BEGIN Extracted data
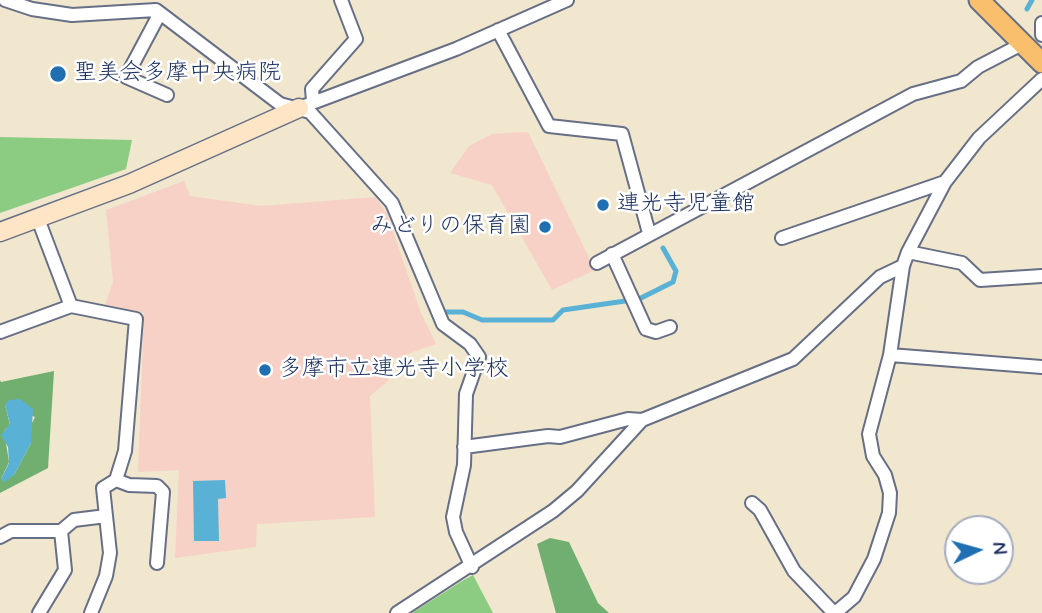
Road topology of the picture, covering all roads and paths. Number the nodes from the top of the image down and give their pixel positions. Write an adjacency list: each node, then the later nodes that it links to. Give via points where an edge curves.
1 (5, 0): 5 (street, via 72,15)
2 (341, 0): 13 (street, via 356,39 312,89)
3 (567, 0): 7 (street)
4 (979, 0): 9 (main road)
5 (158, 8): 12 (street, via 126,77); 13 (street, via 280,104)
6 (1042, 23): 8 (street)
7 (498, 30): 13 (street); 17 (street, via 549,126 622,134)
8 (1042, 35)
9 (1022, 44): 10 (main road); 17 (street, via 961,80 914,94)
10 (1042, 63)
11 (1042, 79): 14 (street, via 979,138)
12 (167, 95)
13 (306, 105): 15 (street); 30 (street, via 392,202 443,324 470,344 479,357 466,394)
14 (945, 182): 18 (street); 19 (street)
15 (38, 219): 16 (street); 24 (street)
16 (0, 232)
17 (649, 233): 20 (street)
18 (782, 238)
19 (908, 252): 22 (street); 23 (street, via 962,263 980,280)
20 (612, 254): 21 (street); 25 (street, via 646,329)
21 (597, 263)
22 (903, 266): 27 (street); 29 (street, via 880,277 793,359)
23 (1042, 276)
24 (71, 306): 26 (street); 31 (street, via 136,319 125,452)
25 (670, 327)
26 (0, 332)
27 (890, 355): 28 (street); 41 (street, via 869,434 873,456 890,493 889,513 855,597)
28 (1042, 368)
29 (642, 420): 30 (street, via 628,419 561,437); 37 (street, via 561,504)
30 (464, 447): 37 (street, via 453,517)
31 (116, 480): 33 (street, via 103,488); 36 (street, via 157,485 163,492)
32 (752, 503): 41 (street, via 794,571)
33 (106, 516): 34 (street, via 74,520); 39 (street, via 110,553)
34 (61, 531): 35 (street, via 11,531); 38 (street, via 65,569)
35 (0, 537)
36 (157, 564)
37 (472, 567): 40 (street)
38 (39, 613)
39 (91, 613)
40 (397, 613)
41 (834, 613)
END Extracted data
For this exercise, write the listing out again exactly, excluding all images.

Road topology of the picture, covering all roads and paths. Number the nodes from the top of the image down and give their pixel positions. Write an adjacency list: each node, then the later nodes that it links to. Give via points where an edge curves.
1 (5, 0): 5 (street, via 72,15)
2 (341, 0): 13 (street, via 356,39 312,89)
3 (567, 0): 7 (street)
4 (979, 0): 9 (main road)
5 (158, 8): 12 (street, via 126,77); 13 (street, via 280,104)
6 (1042, 23): 8 (street)
7 (498, 30): 13 (street); 17 (street, via 549,126 622,134)
8 (1042, 35)
9 (1022, 44): 10 (main road); 17 (street, via 961,80 914,94)
10 (1042, 63)
11 (1042, 79): 14 (street, via 979,138)
12 (167, 95)
13 (306, 105): 15 (street); 30 (street, via 392,202 443,324 470,344 479,357 466,394)
14 (945, 182): 18 (street); 19 (street)
15 (38, 219): 16 (street); 24 (street)
16 (0, 232)
17 (649, 233): 20 (street)
18 (782, 238)
19 (908, 252): 22 (street); 23 (street, via 962,263 980,280)
20 (612, 254): 21 (street); 25 (street, via 646,329)
21 (597, 263)
22 (903, 266): 27 (street); 29 (street, via 880,277 793,359)
23 (1042, 276)
24 (71, 306): 26 (street); 31 (street, via 136,319 125,452)
25 (670, 327)
26 (0, 332)
27 (890, 355): 28 (street); 41 (street, via 869,434 873,456 890,493 889,513 855,597)
28 (1042, 368)
29 (642, 420): 30 (street, via 628,419 561,437); 37 (street, via 561,504)
30 (464, 447): 37 (street, via 453,517)
31 (116, 480): 33 (street, via 103,488); 36 (street, via 157,485 163,492)
32 (752, 503): 41 (street, via 794,571)
33 (106, 516): 34 (street, via 74,520); 39 (street, via 110,553)
34 (61, 531): 35 (street, via 11,531); 38 (street, via 65,569)
35 (0, 537)
36 (157, 564)
37 (472, 567): 40 (street)
38 (39, 613)
39 (91, 613)
40 (397, 613)
41 (834, 613)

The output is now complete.